Canada’s wood products producers are on the way of signing the Trans-Pacific Partnership backed up by the Trudeau government. The agreement would be made between Canada, Australia, Japan and other Asian countries. The next step is to debate the TPP in the House of Commons. Christia Freeland, International Trade Minister, said that this would be the next technical step, according to Merritt Herald.
Paul Lansbergen, acting president of the Forest Products Association of Canada, said that the government should think about the diversification of the economy when it comes to rough times, especially oil and gas.
“All in all we think this is a pretty good agreement. A lot of our industry is in rural Canada, and I think it’s important for the government to recognize the importance of the well-paying jobs that we provide. And when our economy is having some rough times, particularly oil and gas, really the government should be thinking about how our economy is diversified,” Lansbergen said.

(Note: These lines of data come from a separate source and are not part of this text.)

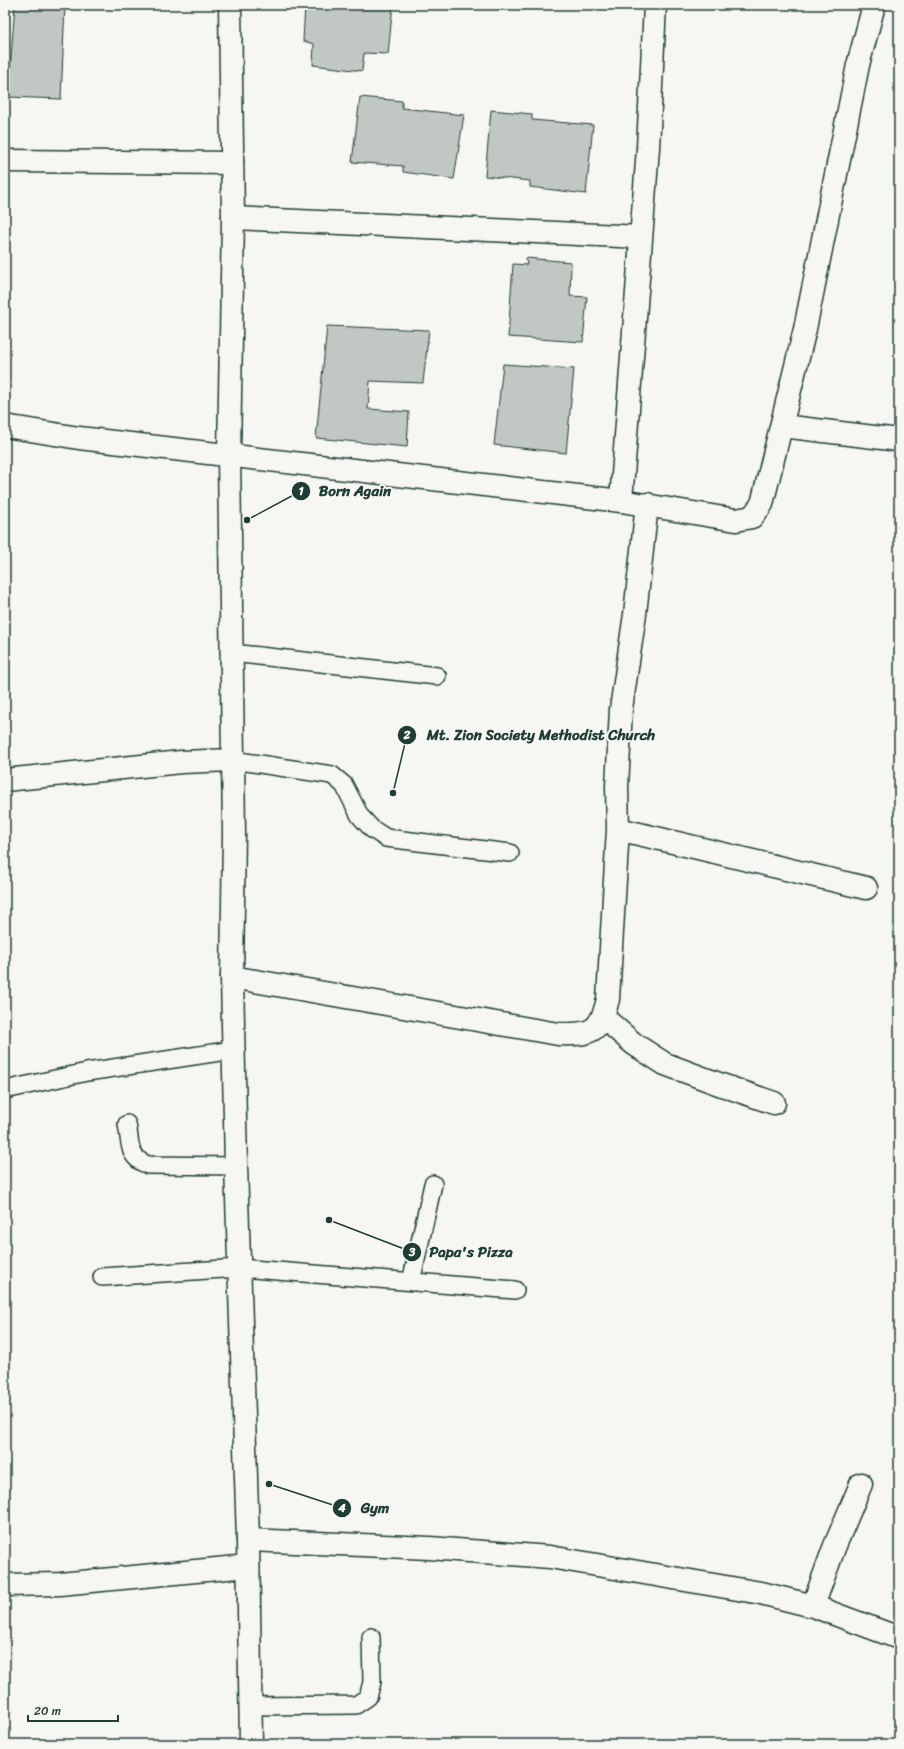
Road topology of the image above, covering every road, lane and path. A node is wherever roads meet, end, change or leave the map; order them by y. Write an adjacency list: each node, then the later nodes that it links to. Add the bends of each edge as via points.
1 (230, 5): 5 (street)
2 (655, 5): 7 (street)
3 (874, 5): 9 (street, via 858,65 805,329)
4 (5, 162): 5 (street)
5 (232, 163): 6 (street)
6 (233, 218): 7 (street); 11 (street)
7 (641, 236): 12 (street)
8 (5, 426): 11 (street, via 79,438)
9 (782, 426): 10 (street); 13 (street, via 762,504 752,517 736,520)
10 (899, 440)
11 (228, 456): 12 (street); 14 (street)
12 (621, 501): 13 (street)
13 (648, 504): 18 (street, via 621,708 617,787)
14 (232, 653): 15 (lane); 16 (street)
15 (436, 676)
16 (232, 760): 17 (street, via 181,762); 19 (lane, via 332,775 344,785 360,816 372,829 386,838); 21 (street)
17 (5, 780)
18 (618, 829): 20 (street); 22 (street, via 608,999)
19 (510, 853)
20 (866, 888)
21 (232, 977): 22 (street, via 558,1034 578,1035 594,1030); 23 (street)
22 (604, 1018): 25 (street, via 634,1044 665,1064)
23 (233, 1050): 24 (lane, via 87,1072); 27 (street)
24 (5, 1090)
25 (774, 1103)
26 (127, 1124): 27 (lane, via 133,1155 138,1161 148,1164)
27 (236, 1166): 29 (street)
28 (432, 1184): 31 (lane)
29 (239, 1268): 30 (lane); 31 (lane); 34 (street)
30 (102, 1277)
31 (411, 1282): 32 (lane)
32 (515, 1290)
33 (861, 1484): 37 (street)
34 (248, 1540): 35 (street); 37 (street, via 428,1548 550,1557 761,1593)
35 (248, 1566): 36 (street, via 60,1584); 40 (street)
36 (5, 1586)
37 (813, 1606): 39 (street)
38 (371, 1637): 40 (lane, via 372,1682 368,1697 356,1705)
39 (899, 1638)
40 (250, 1706): 41 (street)
41 (251, 1744)

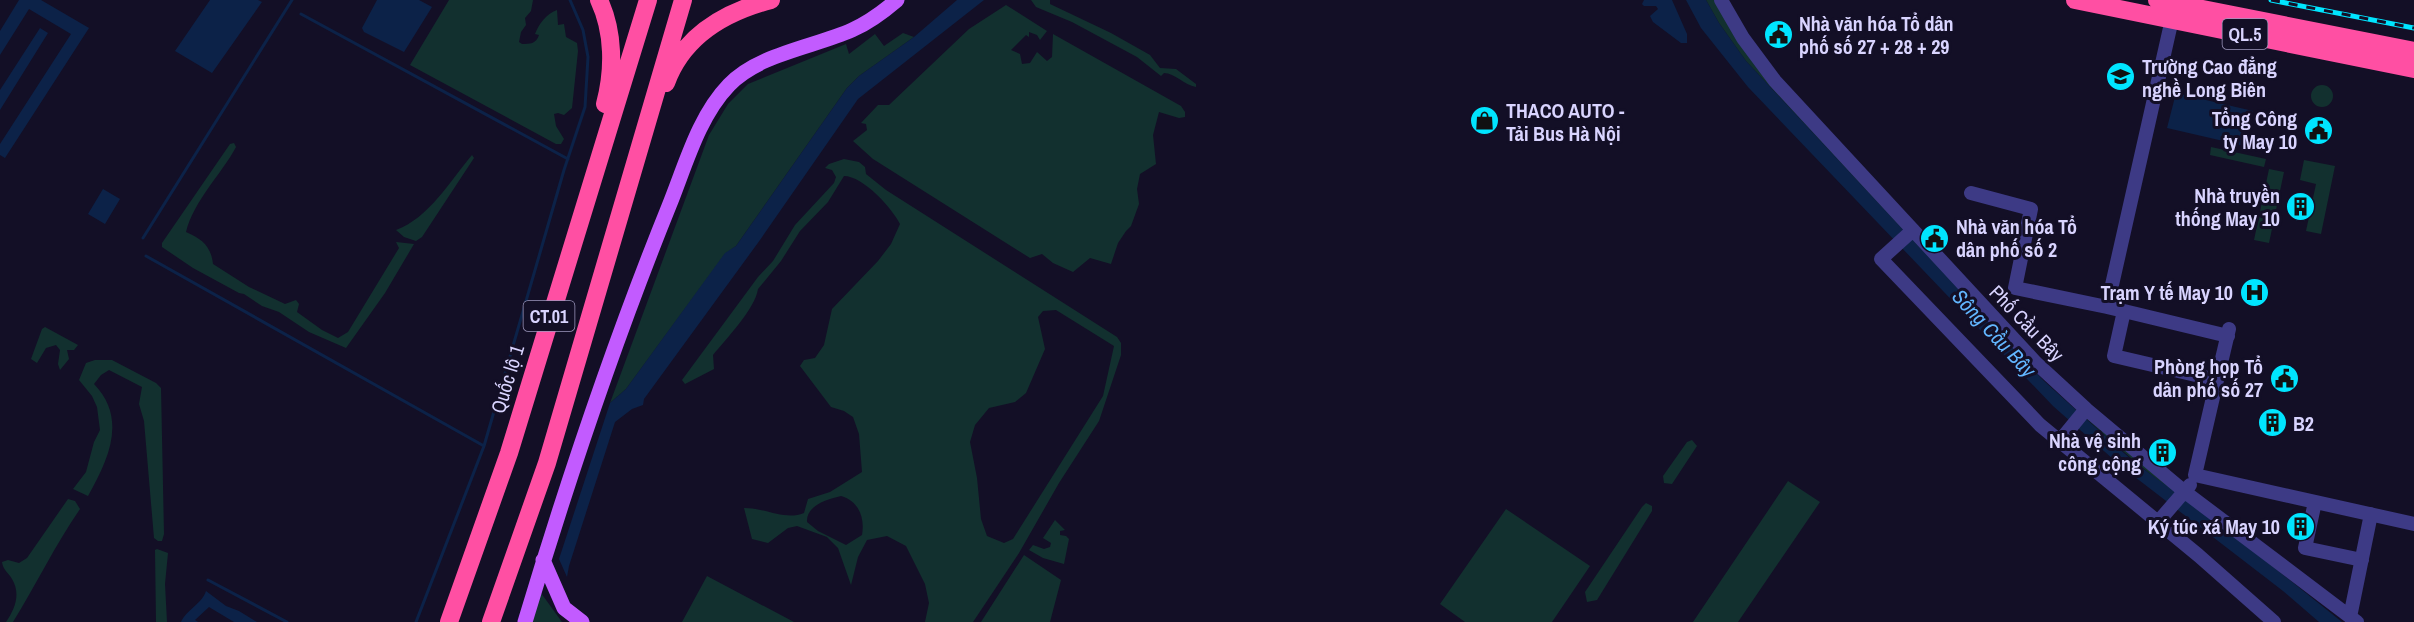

In an interview from Vancouver, Lansbergen said that the TPP eliminates the tariffs against Canada forest products. Moreover, it also has plans to settle disputes and exclude blocking imports due to concerns about insects or other contaminants, as reported by Merritt Herald. Some of the partners involved in the agreement have very little products imports from Canada due to the prohibitive tariffs.
The TPP would thus eliminate de tariffs implied by Vietnam (31%), Malaysia (40%) or Brunei (20%). Japan, which imports a lot of lumber from B.C., has tariffs up to 10% on forestry or products like oriented strandboard and engineered wood.